The loss of sea ice in the Arctic has surpassed predictions, raising concerns about the future of polar bears as they are unable to sustain themselves without food for increasingly longer periods in the summer, a new study has found. The growing threat to the animal, whose native range lies largely within the Arctic Circle, also led to its listing as a globally threatened species under the U.S. Endangered Species Act in 2008.

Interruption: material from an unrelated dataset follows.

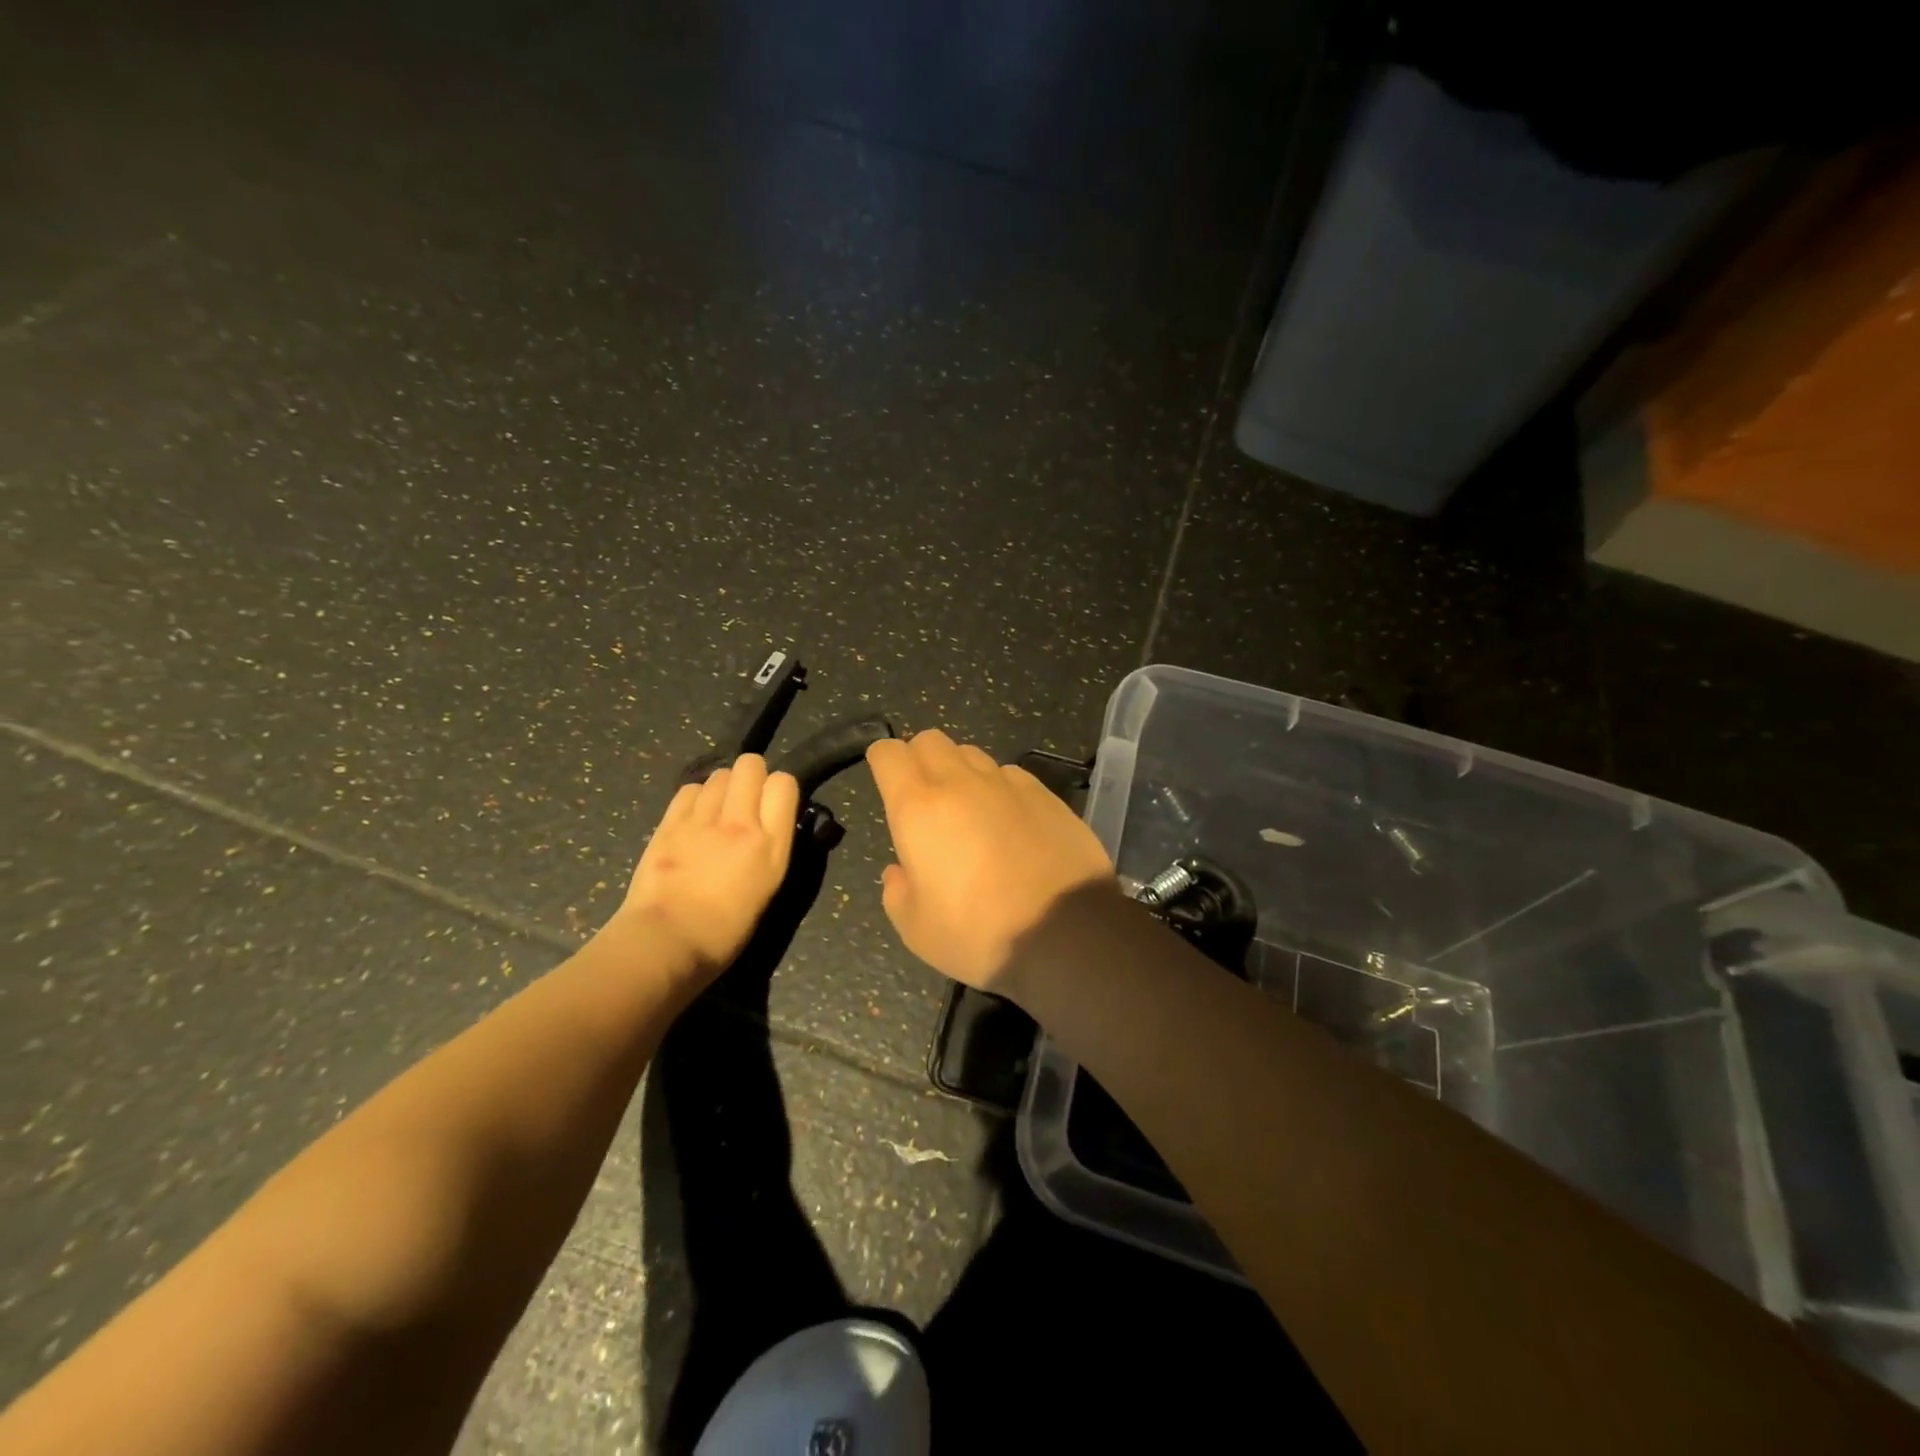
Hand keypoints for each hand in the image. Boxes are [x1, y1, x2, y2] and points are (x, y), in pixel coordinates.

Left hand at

For survival, polar bears mainly depend on hunting seals on the surface of the sea ice, most successfully from April to July. But rising global temperatures can extend the period of sea ice retreat, which can reduce polar bears’ opportunities to hunt seals. And while some earlier studies have suggested that polar bears can go for long periods without food in the summer by lowering their physical activity -- a process that scientists refer to as “walking hibernation,” the new study, published in the journal Science on Thursday, found little indication of such a phenomenon.
“We found that polar bears appear unable to meaningfully prolong their reliance on stored energy, confirming their vulnerability to lost hunting opportunities on the sea ice -- even as they surprised us by also exhibiting an unusual ability to minimize heat loss while swimming in Arctic waters,” John Whiteman, a doctoral student at the University of Wyoming and the study’s lead author, said, in a statement.
The researchers conducted the study on more than two dozen polar bears between 2008 and 2010. They implanted temperature loggers on the bears and tracked their subsequent movements on shore and on ice in the Beaufort Sea, which lies north of Alaska and Canada.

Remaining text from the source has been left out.